We show that semiconductor Fano lasers strongly suppress dynamic instabilities induced by external optical feedback. A comparison with conventional Fabry-Perot lasers shows orders of magnitude improvement in feedback stability and in many cases even total suppression of coherence collapse, which is of major importance for applications in integrated photonics. The laser dynamics are analyzed using a generalization of the Lang-Kobayashi model for semiconductor lasers with external feedback, and an analytical expression for the critical feedback level is derived.

Figure 1

(a) Schematic of Fabry-Perot laser. (b) RIN in decibels as function of external reflectivity and on-chip distance to the external mirror for the FP laser. (c) Schematic of Fano laser. (d) RIN as function of external reflectivity and on-chip distance to the external mirror for the Fano laser.

Figure 2

(a) RIN as function of the external power reflectivity in decibels with $L_D=3\mathrm{cm}$ for a Fabry-Perot laser (stars) and Fano lasers with increasing nanocavity $Q$ factors (circles, triangles, squares).

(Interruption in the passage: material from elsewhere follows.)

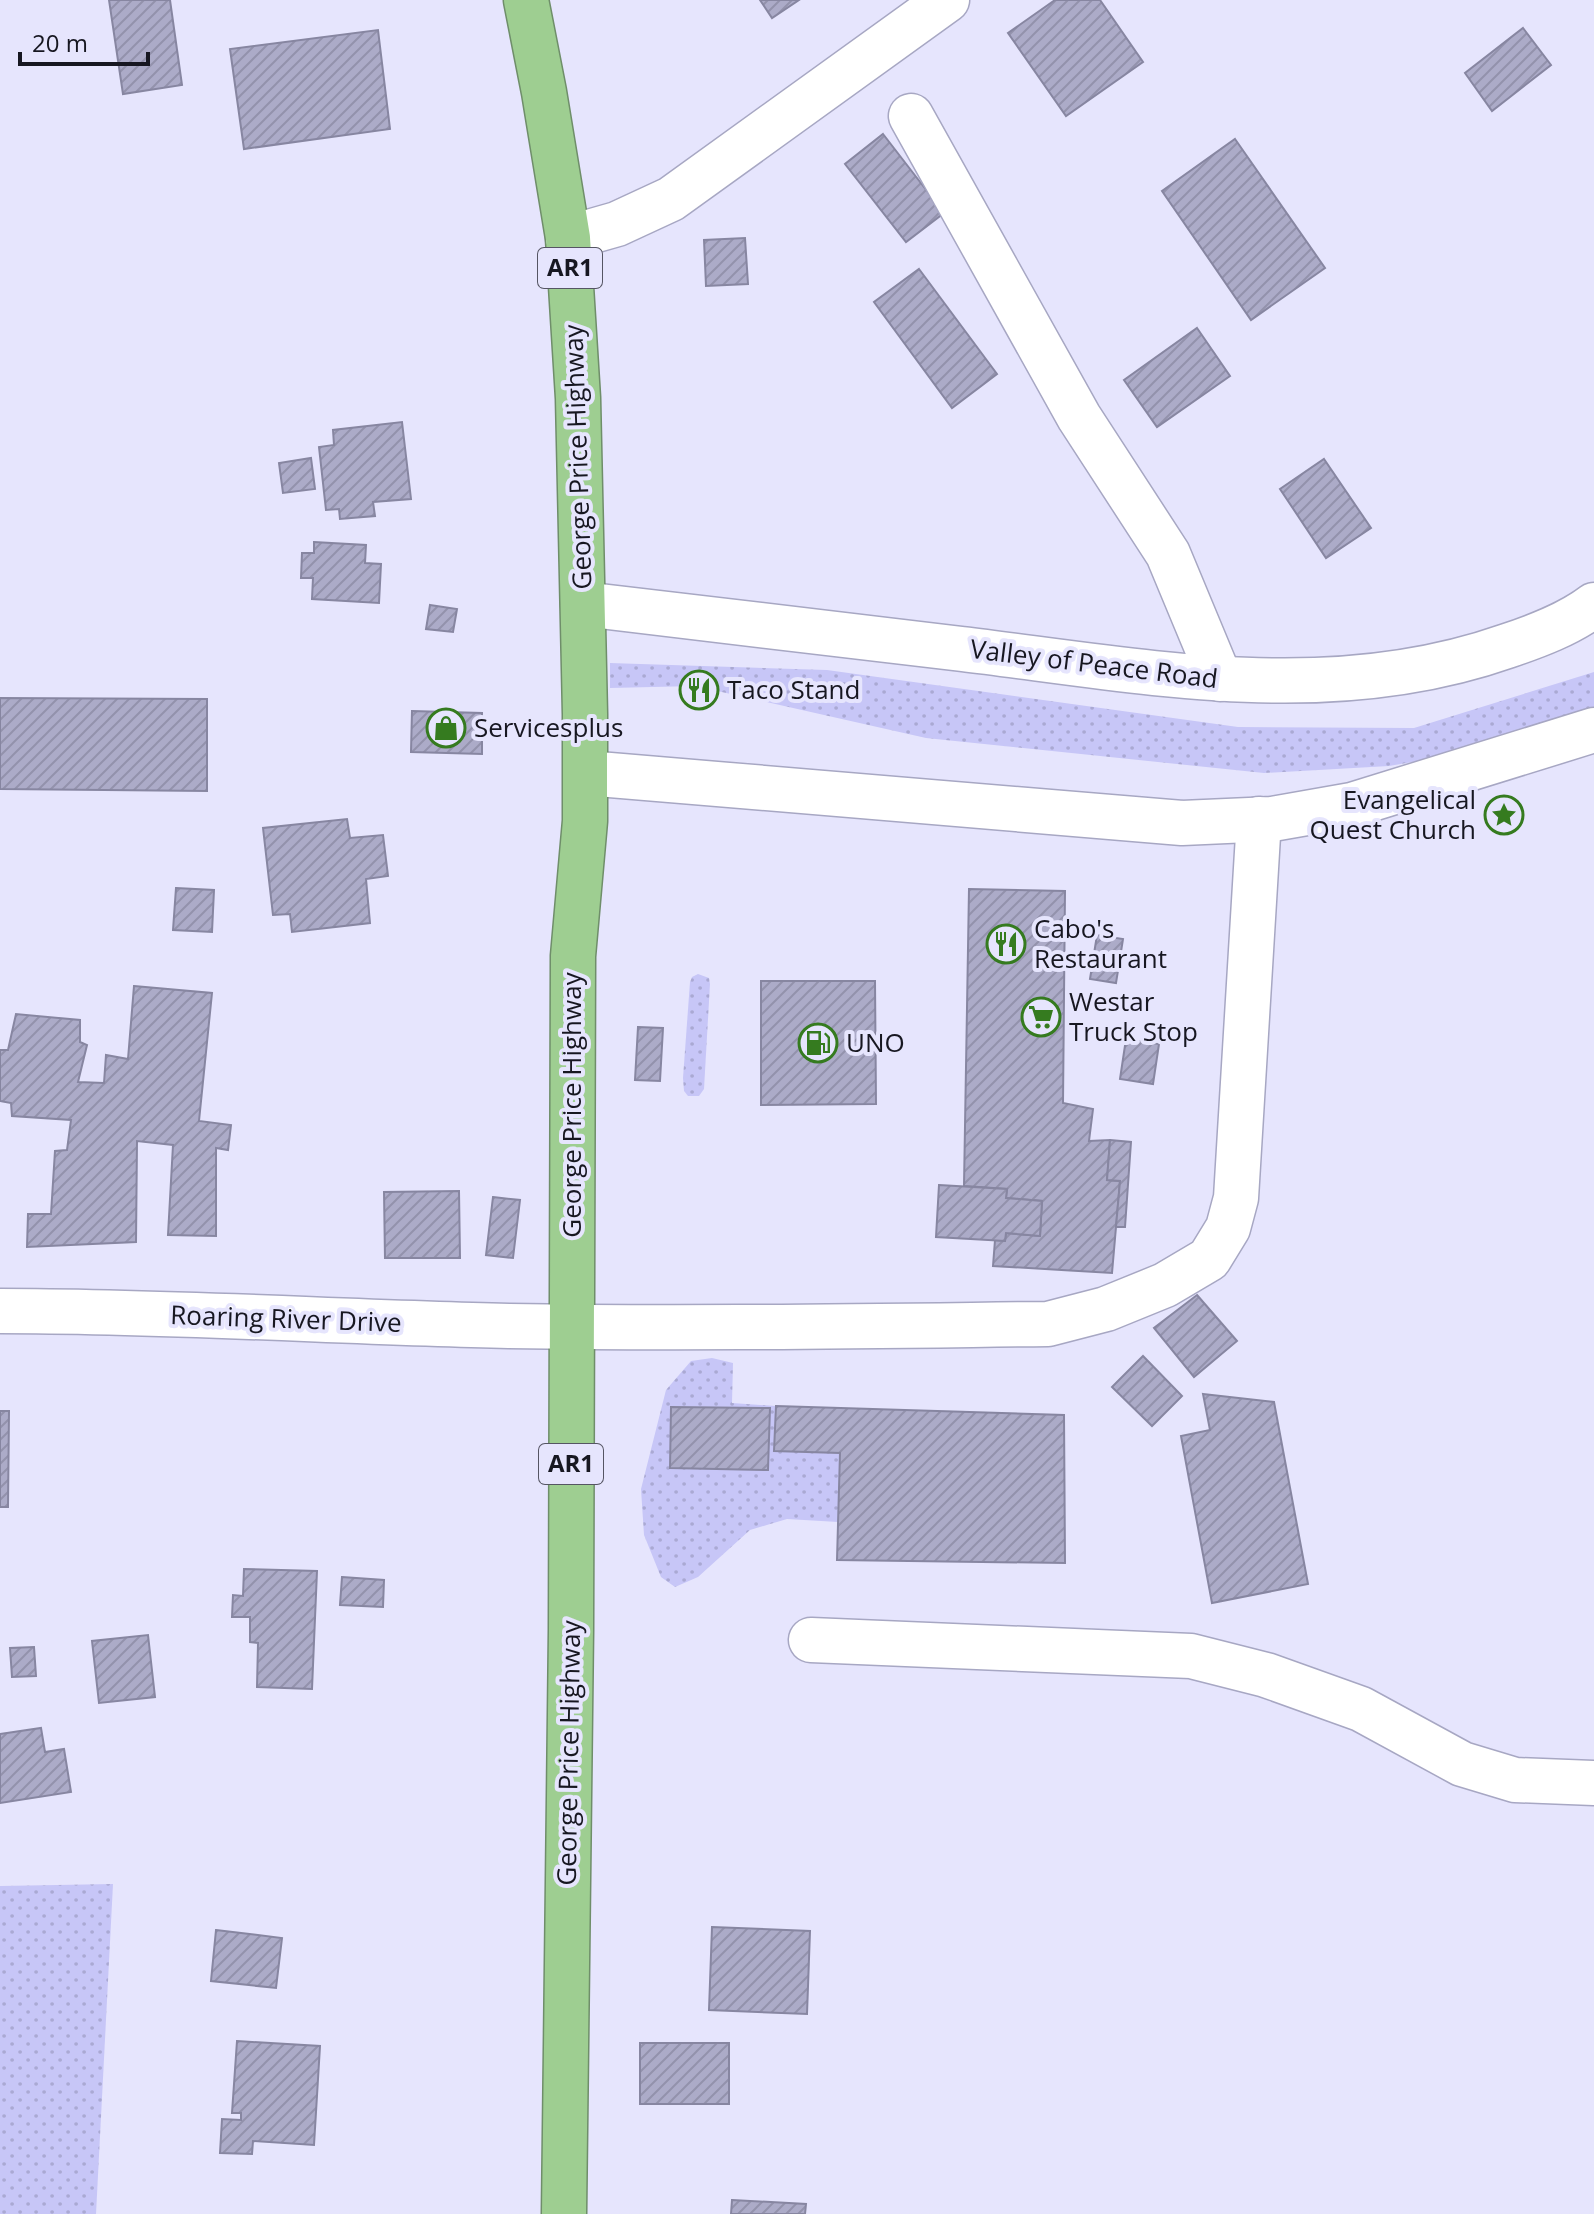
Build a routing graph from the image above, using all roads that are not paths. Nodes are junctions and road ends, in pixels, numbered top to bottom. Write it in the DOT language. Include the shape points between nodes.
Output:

Solid lines are guides to the eye. (b) Numerical (red circles) and analytical (black line) critical feedback level as function of the total quality factor of the nanocavity.

Figure 3

Fano laser relaxation oscillation angular frequency (full black, left axis) and damping rate (dashed black, left axis), and ratio of energy stored in the nanocavity relative to the laser cavity (blue, right axis), all as a function of the total quality factor. (Inset) Simulated field distribution during lasing (logarithmic scale). Note the bright spots in the nanocavity.